Daniela Dahn renverse la perspective et inscrit l’antifascisme de la RDA devenu « le plus grand objet de haine des élites ouest-allemandes » dans le registre de l’anticommunisme viscéral de ces élites. Elle a l’art de dénicher des faits dérangeants. Ainsi rappelle-t-elle – ce qui n’est plus un secret aujourd’hui, mais les clichés ont la vie longue – que la dénazification a été bien plus sérieusement menée en RDA qu’à l’Ouest où les anciens nazis ont très vite repris du service dans les administrations, les ministères (notamment le service du renseignement/BND où ils étaient majoritaires ou dans la diplomatie ; le premier ambassadeur ouest-allemand en Israël n’aurait-il pas été un ancien officier de la Wehrmacht ?) et même dans l’appareil d’État ; Daniela Dahn rappelle aussi que la mémoire des camps nazis a été négligée en RFA et que, contrairement à ce qui est toujours affirmé, la persécution des Juifs et la Shoah n’ont pas été un thème tabou en RDA. Elle rappelle encore que le premier titre de docteur honoris causa de l’université Humboldt après la réunification a été attribué à l’ancien SS Wilhelm Krelle, et cela malgré l’opposition des étudiants. Ces derniers avaient proposé de l’attribuer à l’écrivain Günter Grass. C’était avant qu’il ne dévoile son passé dans la SS (à l’âge de seize ans); sinon, relève Daniela Dahn, il aurait certainement eu plus de chances.

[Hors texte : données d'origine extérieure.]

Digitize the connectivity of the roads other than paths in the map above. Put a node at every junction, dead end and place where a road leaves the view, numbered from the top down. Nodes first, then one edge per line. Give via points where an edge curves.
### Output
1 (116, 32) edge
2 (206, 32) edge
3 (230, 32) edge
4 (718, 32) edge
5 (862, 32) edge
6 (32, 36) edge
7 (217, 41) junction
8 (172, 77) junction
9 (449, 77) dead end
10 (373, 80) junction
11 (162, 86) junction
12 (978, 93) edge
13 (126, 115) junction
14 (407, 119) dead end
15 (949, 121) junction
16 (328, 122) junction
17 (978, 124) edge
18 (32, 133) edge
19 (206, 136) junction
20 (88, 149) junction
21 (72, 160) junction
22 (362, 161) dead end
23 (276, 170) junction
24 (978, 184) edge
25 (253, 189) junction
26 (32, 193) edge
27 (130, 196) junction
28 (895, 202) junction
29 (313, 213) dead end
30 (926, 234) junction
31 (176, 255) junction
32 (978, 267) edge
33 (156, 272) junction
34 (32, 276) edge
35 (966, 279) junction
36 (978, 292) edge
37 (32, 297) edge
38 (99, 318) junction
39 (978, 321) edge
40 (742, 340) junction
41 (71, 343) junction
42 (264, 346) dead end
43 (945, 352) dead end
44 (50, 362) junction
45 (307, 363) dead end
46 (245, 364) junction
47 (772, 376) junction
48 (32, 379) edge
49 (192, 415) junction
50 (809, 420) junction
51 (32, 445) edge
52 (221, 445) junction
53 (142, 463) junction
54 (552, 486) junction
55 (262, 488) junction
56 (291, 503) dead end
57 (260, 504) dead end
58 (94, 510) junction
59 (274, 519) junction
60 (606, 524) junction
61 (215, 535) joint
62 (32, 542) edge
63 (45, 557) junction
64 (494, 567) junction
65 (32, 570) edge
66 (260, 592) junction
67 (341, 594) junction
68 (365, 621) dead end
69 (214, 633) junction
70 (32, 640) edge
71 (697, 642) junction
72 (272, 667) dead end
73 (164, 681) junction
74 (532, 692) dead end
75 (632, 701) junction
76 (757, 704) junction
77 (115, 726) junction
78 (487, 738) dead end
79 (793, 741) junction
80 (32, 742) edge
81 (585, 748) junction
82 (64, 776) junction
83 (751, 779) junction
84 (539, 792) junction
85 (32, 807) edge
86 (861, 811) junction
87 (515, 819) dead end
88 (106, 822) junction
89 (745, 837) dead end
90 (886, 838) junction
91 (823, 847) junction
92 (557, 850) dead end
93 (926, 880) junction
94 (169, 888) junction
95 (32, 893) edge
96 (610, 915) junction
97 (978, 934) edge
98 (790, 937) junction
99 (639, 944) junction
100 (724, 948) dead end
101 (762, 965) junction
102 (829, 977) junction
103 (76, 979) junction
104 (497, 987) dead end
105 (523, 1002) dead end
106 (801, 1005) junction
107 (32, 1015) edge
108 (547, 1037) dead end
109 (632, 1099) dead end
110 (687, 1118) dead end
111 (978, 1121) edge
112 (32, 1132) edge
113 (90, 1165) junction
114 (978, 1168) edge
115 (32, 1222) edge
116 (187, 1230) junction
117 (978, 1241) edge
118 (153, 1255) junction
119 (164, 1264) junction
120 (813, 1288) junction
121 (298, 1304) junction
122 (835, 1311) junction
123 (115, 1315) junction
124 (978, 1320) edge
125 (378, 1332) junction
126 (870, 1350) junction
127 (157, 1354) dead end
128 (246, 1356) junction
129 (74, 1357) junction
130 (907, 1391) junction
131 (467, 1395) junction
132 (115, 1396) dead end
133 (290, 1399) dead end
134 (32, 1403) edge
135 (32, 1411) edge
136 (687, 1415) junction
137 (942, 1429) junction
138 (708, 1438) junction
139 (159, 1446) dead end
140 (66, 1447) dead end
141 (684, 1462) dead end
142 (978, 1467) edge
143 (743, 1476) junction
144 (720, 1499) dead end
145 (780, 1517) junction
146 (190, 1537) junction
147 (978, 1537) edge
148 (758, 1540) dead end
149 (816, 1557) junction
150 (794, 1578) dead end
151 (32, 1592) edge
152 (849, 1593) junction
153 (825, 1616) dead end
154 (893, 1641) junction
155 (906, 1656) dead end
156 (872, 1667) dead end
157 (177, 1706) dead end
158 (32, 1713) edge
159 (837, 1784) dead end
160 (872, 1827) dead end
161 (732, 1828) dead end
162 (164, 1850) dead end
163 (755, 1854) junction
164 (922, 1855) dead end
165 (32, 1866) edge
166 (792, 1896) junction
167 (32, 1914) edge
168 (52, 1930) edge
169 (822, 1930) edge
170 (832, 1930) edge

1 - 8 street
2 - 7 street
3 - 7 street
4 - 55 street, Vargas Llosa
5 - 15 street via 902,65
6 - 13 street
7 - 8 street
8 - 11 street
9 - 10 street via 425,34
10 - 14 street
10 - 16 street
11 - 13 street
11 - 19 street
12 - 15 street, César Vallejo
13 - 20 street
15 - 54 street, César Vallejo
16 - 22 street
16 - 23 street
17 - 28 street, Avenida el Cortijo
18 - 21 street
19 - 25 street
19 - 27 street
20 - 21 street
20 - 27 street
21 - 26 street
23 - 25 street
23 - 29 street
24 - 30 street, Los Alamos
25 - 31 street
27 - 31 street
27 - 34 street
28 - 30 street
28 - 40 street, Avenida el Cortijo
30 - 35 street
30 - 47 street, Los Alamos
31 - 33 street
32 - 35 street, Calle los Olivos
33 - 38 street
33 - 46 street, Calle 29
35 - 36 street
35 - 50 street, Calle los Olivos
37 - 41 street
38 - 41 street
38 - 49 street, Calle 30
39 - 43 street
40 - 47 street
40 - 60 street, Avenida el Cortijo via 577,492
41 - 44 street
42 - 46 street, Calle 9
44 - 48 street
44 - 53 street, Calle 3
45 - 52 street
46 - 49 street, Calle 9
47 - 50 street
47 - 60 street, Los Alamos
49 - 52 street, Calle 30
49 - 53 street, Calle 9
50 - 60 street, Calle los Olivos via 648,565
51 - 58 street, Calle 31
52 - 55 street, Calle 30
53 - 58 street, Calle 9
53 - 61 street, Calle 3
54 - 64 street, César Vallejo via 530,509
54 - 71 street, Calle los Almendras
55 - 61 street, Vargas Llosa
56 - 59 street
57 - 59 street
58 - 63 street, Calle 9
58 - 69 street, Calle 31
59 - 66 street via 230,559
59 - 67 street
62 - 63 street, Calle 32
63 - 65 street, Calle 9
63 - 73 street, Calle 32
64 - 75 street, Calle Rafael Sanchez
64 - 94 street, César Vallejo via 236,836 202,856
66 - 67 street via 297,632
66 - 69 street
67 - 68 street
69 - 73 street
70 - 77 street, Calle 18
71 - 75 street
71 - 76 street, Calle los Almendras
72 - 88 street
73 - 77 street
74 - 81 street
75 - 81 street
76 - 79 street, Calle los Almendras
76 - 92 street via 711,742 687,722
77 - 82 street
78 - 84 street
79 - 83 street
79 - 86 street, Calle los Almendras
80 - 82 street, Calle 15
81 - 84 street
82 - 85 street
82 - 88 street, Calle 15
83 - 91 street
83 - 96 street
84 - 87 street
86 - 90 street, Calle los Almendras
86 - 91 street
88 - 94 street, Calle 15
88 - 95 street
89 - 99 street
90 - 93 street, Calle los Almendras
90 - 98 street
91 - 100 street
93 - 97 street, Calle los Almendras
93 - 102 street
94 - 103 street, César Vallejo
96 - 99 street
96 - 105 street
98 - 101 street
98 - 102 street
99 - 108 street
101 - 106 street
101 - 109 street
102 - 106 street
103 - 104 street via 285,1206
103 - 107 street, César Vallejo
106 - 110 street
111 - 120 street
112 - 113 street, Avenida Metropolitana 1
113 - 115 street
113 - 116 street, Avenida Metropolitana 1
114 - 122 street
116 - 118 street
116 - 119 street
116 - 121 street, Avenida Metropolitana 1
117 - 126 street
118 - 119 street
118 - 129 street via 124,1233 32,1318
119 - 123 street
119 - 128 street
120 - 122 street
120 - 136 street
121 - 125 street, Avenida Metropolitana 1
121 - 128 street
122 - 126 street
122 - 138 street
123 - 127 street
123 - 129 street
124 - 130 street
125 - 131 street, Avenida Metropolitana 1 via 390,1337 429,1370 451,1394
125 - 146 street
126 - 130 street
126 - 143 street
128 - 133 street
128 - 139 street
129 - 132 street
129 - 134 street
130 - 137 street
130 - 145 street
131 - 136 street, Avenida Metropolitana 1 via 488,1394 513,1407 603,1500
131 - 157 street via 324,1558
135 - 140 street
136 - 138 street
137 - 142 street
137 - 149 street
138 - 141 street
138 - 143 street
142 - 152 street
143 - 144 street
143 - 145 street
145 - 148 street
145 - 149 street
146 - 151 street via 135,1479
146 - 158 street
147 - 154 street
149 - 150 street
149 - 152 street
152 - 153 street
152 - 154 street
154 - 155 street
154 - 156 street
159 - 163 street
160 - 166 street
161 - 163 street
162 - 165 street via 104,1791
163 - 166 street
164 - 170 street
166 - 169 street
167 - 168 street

Quant au réveil de l’antisémitisme qu’on ne voudrait voir qu’à l’Est, là encore il faudrait en comparer les manifestations avec celles de l’Ouest, ce qui n’est cependant que partiellement possible. La Stiftung précédemment citée a bien financé les recherches pour l’Est, mais non pour l’Ouest où cependant, si l’on en croit une enquête du magazine Der Spiegel de 1992, le climat aurait été plus inquiétant : « en moyenne les Allemands de l’Est seraient moins antisémites, moins extrémistes et moins haineux à l’égard des étrangers que les Allemands de l’Ouest ». Les choses ont évolué depuis, mais il serait faux d’incriminer l’éducation en RDA – ce qui est pourtant fait tous les jours. En trente ans, l’Allemagne fédérale n’aurait-elle pas eu le temps de rééduquer le peuple est-allemand ? De l’expérience communiste, il ne resterait rien de bon. Même le chancelier Kohl, artisan de l’Anschluss comme on a pu appeler la réunification des deux Allemagnes, devait concéder à l’historien Fritz Stern qu’à vrai dire on s’y était mal pris, tout n’avait pas été si négatif à l’Est et si positif à l’Ouest…
De ce renversement de perspective et des leçons de la gestion de la réunification en tant de crise (et pas seulement « migratoire » ), Daniela Dahn tire des conclusions peu réjouissantes, mais hélas convaincantes : les « erreurs » du post-communisme n’en furent pas, ou plutôt elles furent délibérées et la façon dont la RDA a été absorbée n’aurait été que le modèle, ou plutôt la répétition générale, de ce qui se prépare sous d’autres cieux, en Europe ou en Afrique. Sans avoir trop d’espoir – elle-même n’en a guère –, on souhaite que son livre serve d’avertissement.